The records Start Marker

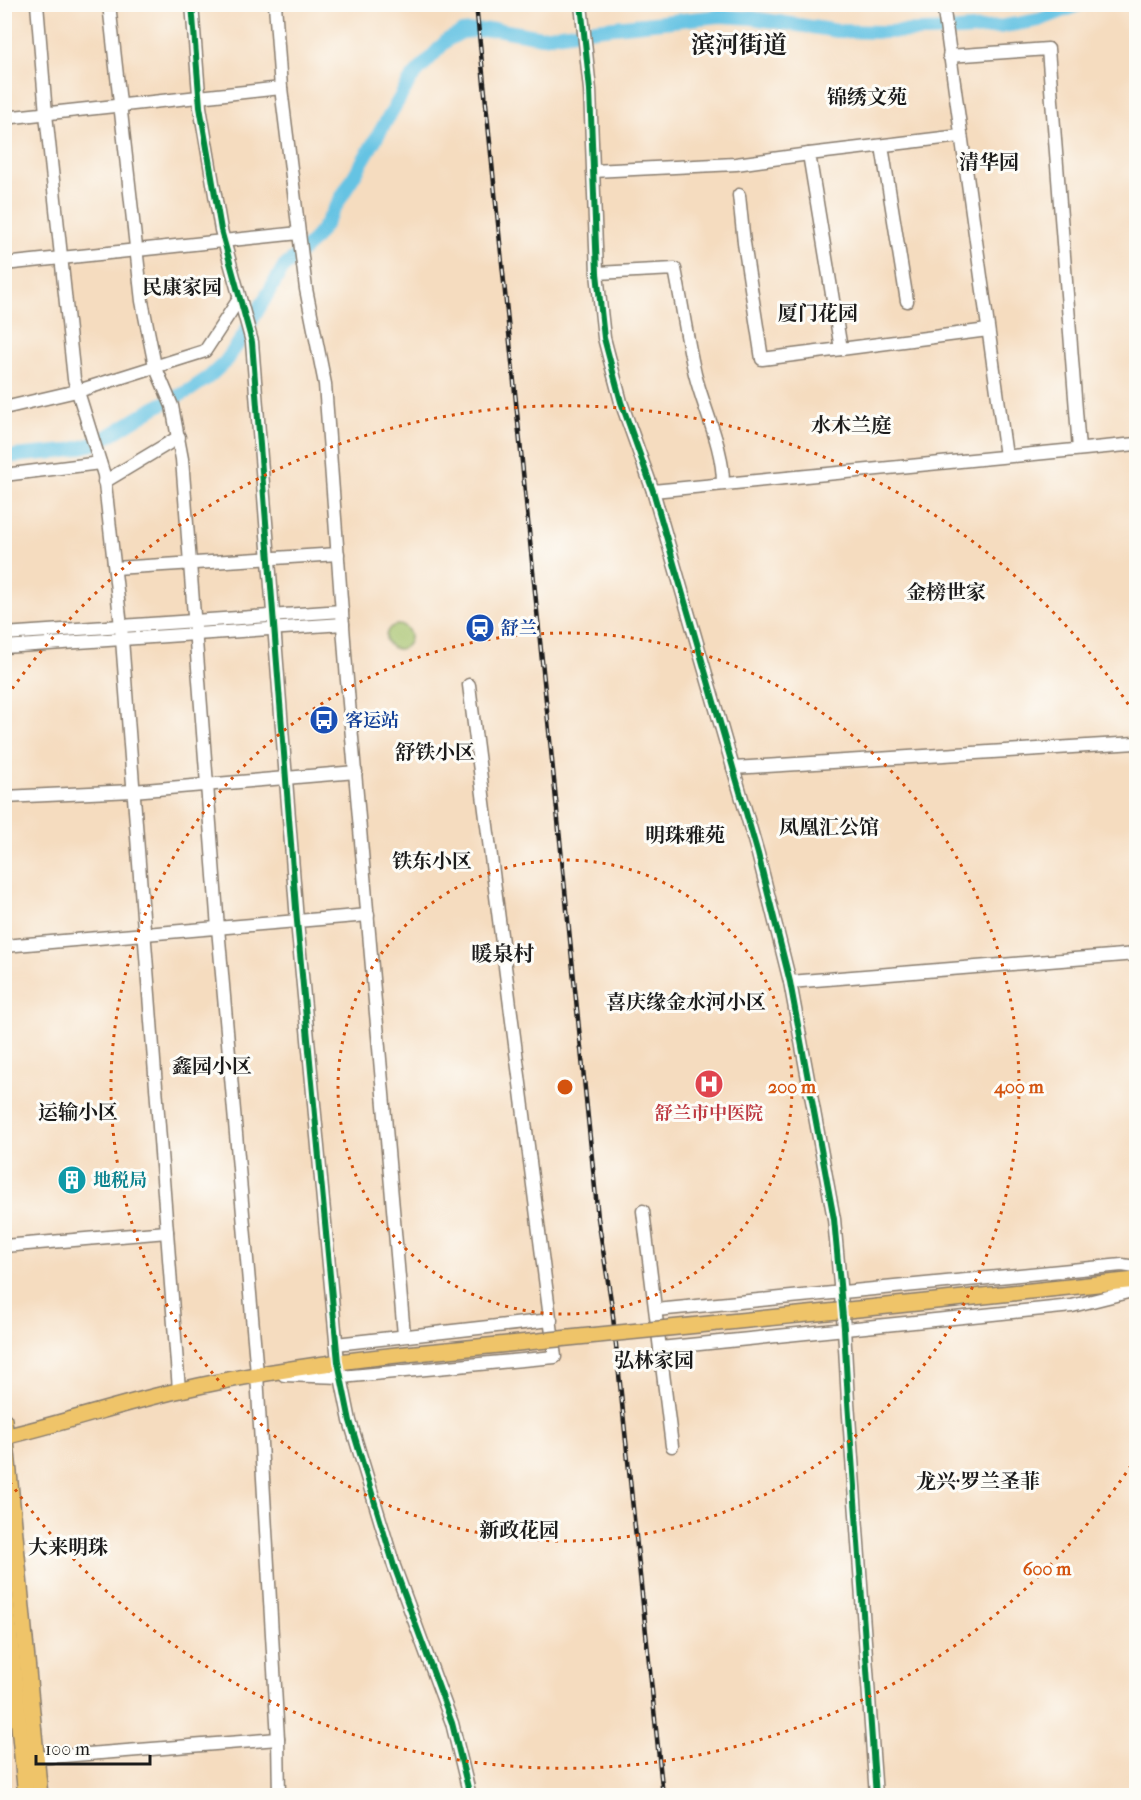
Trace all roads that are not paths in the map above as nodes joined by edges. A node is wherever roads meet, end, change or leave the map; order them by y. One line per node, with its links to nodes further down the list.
1 (37, 4): 11 (street)
2 (109, 4): 10 (street)
3 (192, 4): 9 (street)
4 (275, 4): 8 (street)
5 (581, 4): 16 (street)
6 (943, 4): 7 (street)
7 (950, 56): 13 (street); 33 (street)
8 (281, 88): 9 (street); 18 (street)
9 (199, 97): 10 (street); 19 (street)
10 (120, 106): 11 (street); 20 (street)
11 (46, 114): 12 (street); 21 (street)
12 (4, 118)
13 (960, 136): 14 (street); 26 (street)
14 (882, 146): 15 (street); 25 (street)
15 (809, 154): 16 (street); 27 (street)
16 (593, 171): 23 (street)
17 (739, 195): 27 (street)
18 (299, 233): 19 (street); 40 (street)
19 (224, 241): 20 (street); 24 (street)
20 (135, 250): 21 (street); 28 (street)
21 (61, 258): 22 (street); 29 (street)
22 (4, 264)
23 (597, 273): 38 (street); 39 (street)
24 (240, 300): 28 (street); 41 (street)
25 (907, 301)
26 (988, 330): 27 (street); 34 (street)
27 (841, 349)
28 (155, 367): 29 (street); 31 (street)
29 (78, 391): 30 (street); 35 (street)
30 (4, 408)
31 (179, 437): 37 (street); 42 (street)
32 (1137, 444): 33 (street)
33 (1079, 448): 34 (street)
34 (1006, 456): 38 (street)
35 (99, 462): 36 (street); 37 (street)
36 (4, 475)
37 (104, 482): 43 (street)
38 (723, 483): 39 (street)
39 (653, 491): 52 (street)
40 (338, 554): 41 (street); 44 (street)
41 (268, 558): 42 (street); 45 (street)
42 (190, 563): 43 (street); 46 (street)
43 (115, 568): 47 (street)
44 (343, 617): 45 (street); 53 (street)
45 (273, 622): 46 (street); 54 (street)
46 (196, 627): 47 (street); 55 (street)
47 (121, 633): 48 (street); 49 (street); 56 (street)
48 (4, 634)
49 (4, 647)
50 (469, 685): 73 (street)
51 (1137, 743): 52 (street)
52 (733, 768): 64 (street)
53 (356, 772): 54 (street); 58 (street)
54 (285, 778): 55 (street); 59 (street)
55 (207, 784): 56 (street); 60 (street)
56 (133, 790): 57 (street); 61 (street)
57 (4, 797)
58 (368, 915): 59 (street); 75 (street)
59 (297, 921): 60 (street); 76 (street)
60 (218, 928): 61 (street); 79 (street)
61 (144, 934): 62 (street); 66 (street)
62 (4, 946)
63 (1137, 954): 64 (street)
64 (790, 982): 71 (street)
65 (643, 1211): 72 (street)
66 (167, 1232): 67 (street); 80 (street)
67 (4, 1246)
68 (1137, 1267): 71 (street)
69 (1137, 1280): 78 (main road, bridge)
70 (1137, 1290): 74 (street)
71 (841, 1291): 72 (street); 74 (street)
72 (656, 1310): 77 (street)
73 (551, 1320): 75 (street); 78 (street)
74 (844, 1328): 77 (street); 91 (street)
75 (404, 1335): 76 (street)
76 (336, 1344): 78 (street)
77 (660, 1348): 83 (street)
78 (339, 1369): 79 (main road); 90 (street)
79 (257, 1374): 80 (main road); 85 (street)
80 (179, 1390): 82 (main road)
81 (4, 1420): 82 (main road)
82 (5, 1437): 86 (main road)
83 (672, 1446)
84 (4, 1576): 87 (main road)
85 (278, 1739): 86 (street); 89 (street)
86 (37, 1758): 88 (main road)
87 (26, 1796)
88 (40, 1796)
89 (279, 1796)
90 (470, 1796)
91 (876, 1796)

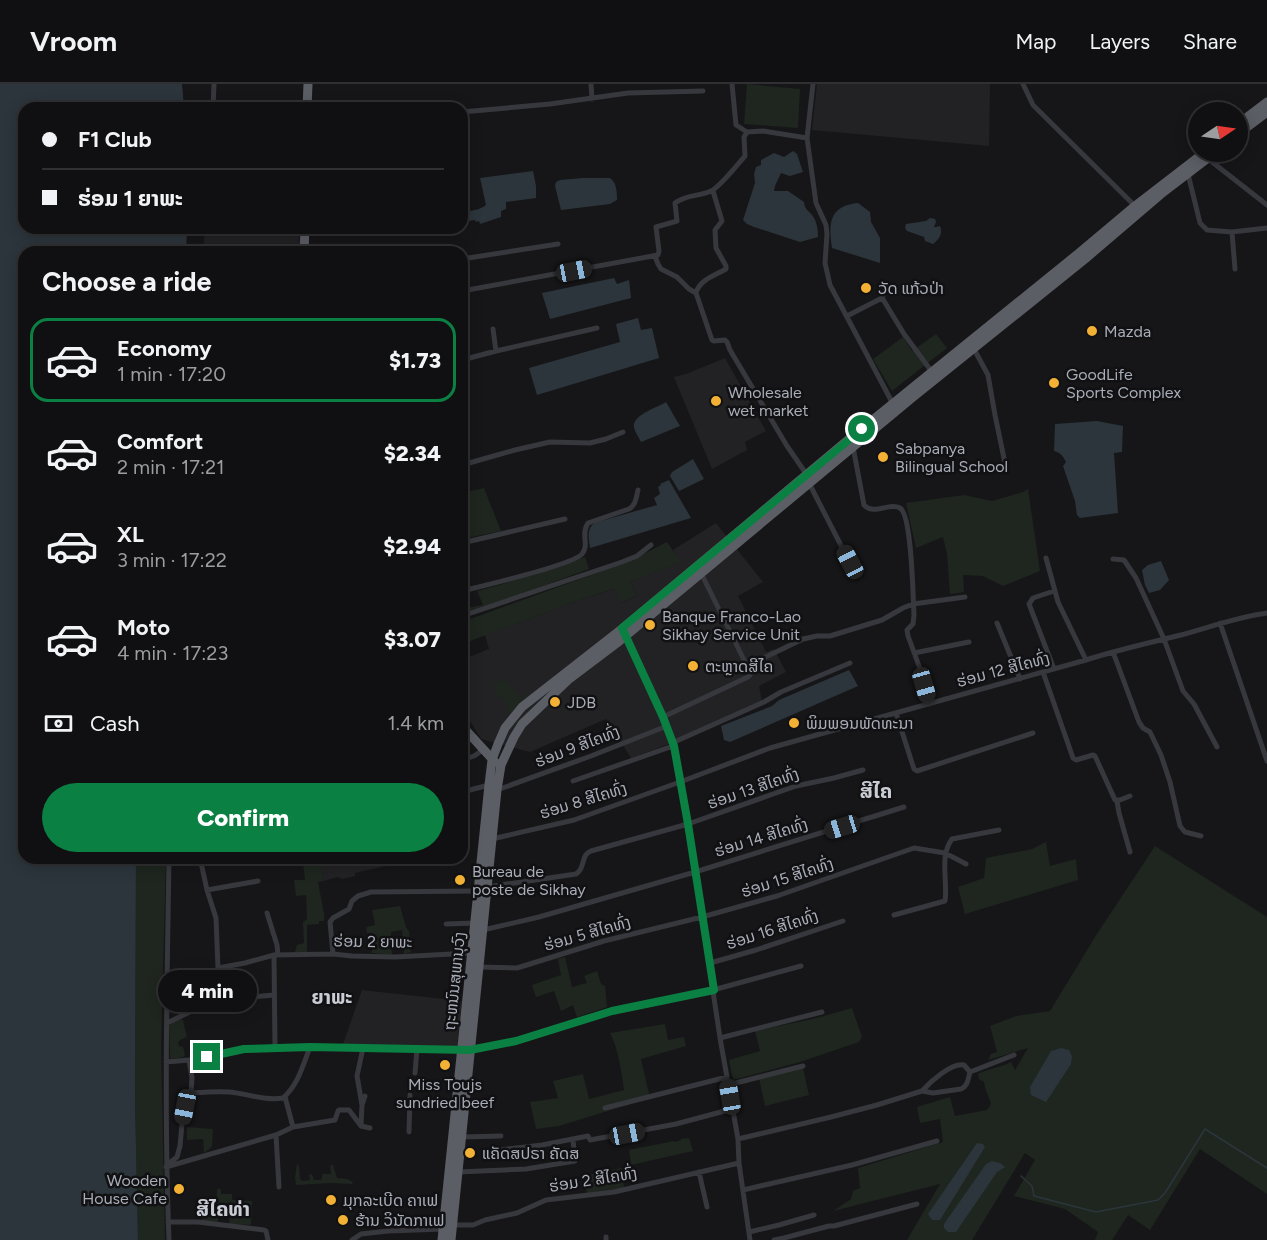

The records End Marker

▶ _What you have to do_
This calls for each record above to be set down exactly, with the images skipped.

▶ _Result of this task_
Trace all roads that are not paths in the map above as nodes joined by edges. A node is wherever roads meet, end, change or leave the map; order them by y. One line per node, with its links to nodes further down the list.
1 (37, 4): 11 (street)
2 (109, 4): 10 (street)
3 (192, 4): 9 (street)
4 (275, 4): 8 (street)
5 (581, 4): 16 (street)
6 (943, 4): 7 (street)
7 (950, 56): 13 (street); 33 (street)
8 (281, 88): 9 (street); 18 (street)
9 (199, 97): 10 (street); 19 (street)
10 (120, 106): 11 (street); 20 (street)
11 (46, 114): 12 (street); 21 (street)
12 (4, 118)
13 (960, 136): 14 (street); 26 (street)
14 (882, 146): 15 (street); 25 (street)
15 (809, 154): 16 (street); 27 (street)
16 (593, 171): 23 (street)
17 (739, 195): 27 (street)
18 (299, 233): 19 (street); 40 (street)
19 (224, 241): 20 (street); 24 (street)
20 (135, 250): 21 (street); 28 (street)
21 (61, 258): 22 (street); 29 (street)
22 (4, 264)
23 (597, 273): 38 (street); 39 (street)
24 (240, 300): 28 (street); 41 (street)
25 (907, 301)
26 (988, 330): 27 (street); 34 (street)
27 (841, 349)
28 (155, 367): 29 (street); 31 (street)
29 (78, 391): 30 (street); 35 (street)
30 (4, 408)
31 (179, 437): 37 (street); 42 (street)
32 (1137, 444): 33 (street)
33 (1079, 448): 34 (street)
34 (1006, 456): 38 (street)
35 (99, 462): 36 (street); 37 (street)
36 (4, 475)
37 (104, 482): 43 (street)
38 (723, 483): 39 (street)
39 (653, 491): 52 (street)
40 (338, 554): 41 (street); 44 (street)
41 (268, 558): 42 (street); 45 (street)
42 (190, 563): 43 (street); 46 (street)
43 (115, 568): 47 (street)
44 (343, 617): 45 (street); 53 (street)
45 (273, 622): 46 (street); 54 (street)
46 (196, 627): 47 (street); 55 (street)
47 (121, 633): 48 (street); 49 (street); 56 (street)
48 (4, 634)
49 (4, 647)
50 (469, 685): 73 (street)
51 (1137, 743): 52 (street)
52 (733, 768): 64 (street)
53 (356, 772): 54 (street); 58 (street)
54 (285, 778): 55 (street); 59 (street)
55 (207, 784): 56 (street); 60 (street)
56 (133, 790): 57 (street); 61 (street)
57 (4, 797)
58 (368, 915): 59 (street); 75 (street)
59 (297, 921): 60 (street); 76 (street)
60 (218, 928): 61 (street); 79 (street)
61 (144, 934): 62 (street); 66 (street)
62 (4, 946)
63 (1137, 954): 64 (street)
64 (790, 982): 71 (street)
65 (643, 1211): 72 (street)
66 (167, 1232): 67 (street); 80 (street)
67 (4, 1246)
68 (1137, 1267): 71 (street)
69 (1137, 1280): 78 (main road, bridge)
70 (1137, 1290): 74 (street)
71 (841, 1291): 72 (street); 74 (street)
72 (656, 1310): 77 (street)
73 (551, 1320): 75 (street); 78 (street)
74 (844, 1328): 77 (street); 91 (street)
75 (404, 1335): 76 (street)
76 (336, 1344): 78 (street)
77 (660, 1348): 83 (street)
78 (339, 1369): 79 (main road); 90 (street)
79 (257, 1374): 80 (main road); 85 (street)
80 (179, 1390): 82 (main road)
81 (4, 1420): 82 (main road)
82 (5, 1437): 86 (main road)
83 (672, 1446)
84 (4, 1576): 87 (main road)
85 (278, 1739): 86 (street); 89 (street)
86 (37, 1758): 88 (main road)
87 (26, 1796)
88 (40, 1796)
89 (279, 1796)
90 (470, 1796)
91 (876, 1796)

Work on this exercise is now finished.